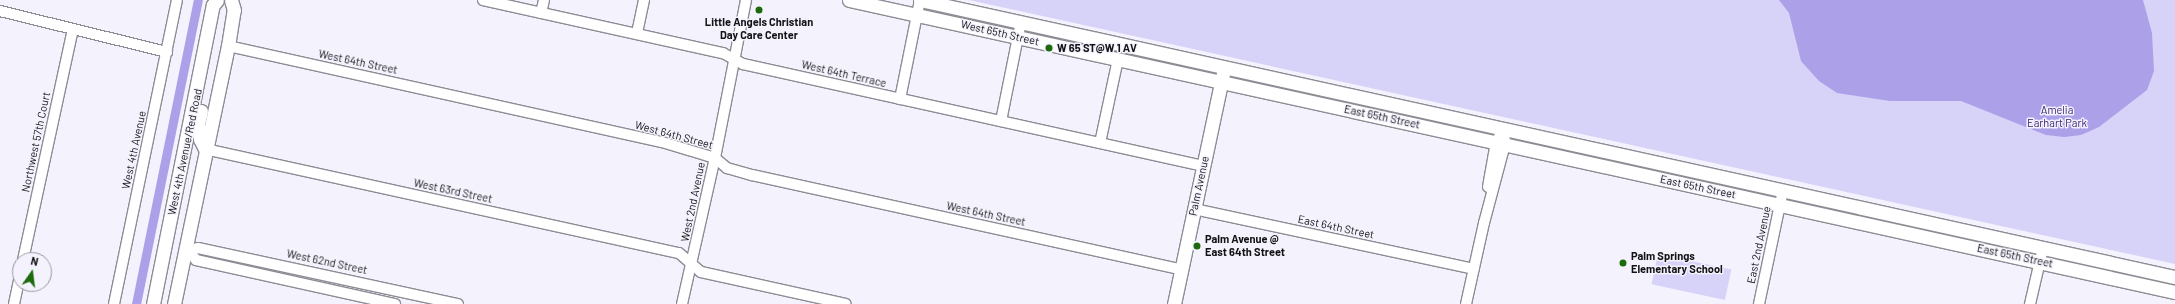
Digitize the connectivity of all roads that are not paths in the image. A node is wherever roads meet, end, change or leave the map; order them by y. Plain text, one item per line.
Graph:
1 (177, 0) edge
2 (217, 0) edge
3 (231, 0) edge
4 (483, 0) edge
5 (544, 0) edge
6 (644, 0) edge
7 (849, 0) edge
8 (920, 0) edge
9 (747, 2) edge
10 (0, 11) edge
11 (541, 13) junction
12 (917, 15) junction
13 (1021, 22) junction
14 (73, 29) junction
15 (637, 33) junction
16 (1017, 37) junction
17 (228, 46) junction
18 (167, 52) junction
19 (734, 58) junction
20 (1118, 59) junction
21 (1224, 67) junction
22 (200, 80) junction
23 (1221, 82) junction
24 (900, 99) junction
25 (1001, 121) junction
26 (1504, 129) junction
27 (1100, 143) junction
28 (1500, 143) junction
29 (205, 149) junction
30 (715, 158) junction
31 (1203, 166) junction
32 (180, 176) junction
33 (1783, 190) junction
34 (1780, 205) junction
35 (1194, 209) junction
36 (2043, 248) junction
37 (188, 251) junction
38 (25, 252) edge
39 (2040, 262) junction
40 (692, 264) junction
41 (1181, 269) junction
42 (1474, 269) junction
43 (2175, 277) edge
44 (16, 292) edge
45 (2175, 292) edge
46 (14, 304) edge
47 (114, 304) edge
48 (153, 304) edge
49 (174, 304) edge
50 (395, 304) edge
51 (458, 304) edge
52 (682, 304) edge
53 (846, 304) edge
54 (1174, 304) edge
55 (1466, 304) edge
56 (1759, 304) edge
57 (2030, 304) edge

1 - 18 street, West 4th Avenue
2 - 22 main road, West 4th Avenue/Red Road
3 - 17 main road, West 4th Avenue/Red Road
4 - 11 street, West 64th Terrace
5 - 11 street
6 - 15 street
7 - 12 main road, West 65th Street
8 - 12 street
8 - 13 main road, West 65th Street
9 - 19 street, West 2nd Avenue
10 - 14 street
11 - 15 street, West 64th Terrace
12 - 16 main road, West 65th Street
12 - 24 street
13 - 16 street
13 - 21 main road, West 65th Street
14 - 18 street
14 - 38 street, Northwest 57th Court
15 - 19 street, West 64th Terrace
16 - 20 main road, West 65th Street
16 - 25 street
17 - 29 main road, West 4th Avenue/Red Road
17 - 30 street, West 64th Street
18 - 47 street, West 4th Avenue
19 - 24 street, West 64th Terrace
19 - 30 street, West 2nd Avenue
20 - 23 main road, West 65th Street
20 - 27 street
21 - 23 main road, Palm Avenue
21 - 26 main road, East 65th Street
22 - 29 main road
22 - 32 main road, West 4th Avenue/Red Road
23 - 28 main road, East 65th Street
23 - 31 main road, Palm Avenue
24 - 25 street, West 64th Terrace
25 - 27 street, West 64th Terrace
26 - 28 street
26 - 33 main road, East 65th Street
27 - 31 street, West 64th Terrace
28 - 34 main road, East 65th Street
28 - 42 street
29 - 32 main road
29 - 37 main road, West 4th Avenue/Red Road
29 - 40 street, West 63rd Street
30 - 40 street, West 2nd Avenue
30 - 41 street, West 64th Street
31 - 35 main road, Palm Avenue
32 - 48 main road, West 4th Avenue/Red Road
33 - 34 street, East 2nd Avenue
33 - 36 main road, East 65th Street
34 - 39 main road, East 65th Street
34 - 56 street, East 2nd Avenue
35 - 41 main road, Palm Avenue
35 - 42 street, East 64th Street
36 - 39 street
36 - 43 main road, East 65th Street
37 - 49 main road, West 4th Avenue/Red Road
37 - 50 street
37 - 51 street, West 62nd Street
39 - 45 main road, East 65th Street
39 - 57 street
40 - 52 street, West 2nd Avenue
40 - 53 street
41 - 54 main road, Palm Avenue
42 - 55 street
44 - 46 street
---
◆ Goal of the exercise ◆
Scan the records above for the word "Palm". Copy each line that has it.

◆ Reply ◆
21 - 23 main road, Palm Avenue
23 - 31 main road, Palm Avenue
31 - 35 main road, Palm Avenue
35 - 41 main road, Palm Avenue
41 - 54 main road, Palm Avenue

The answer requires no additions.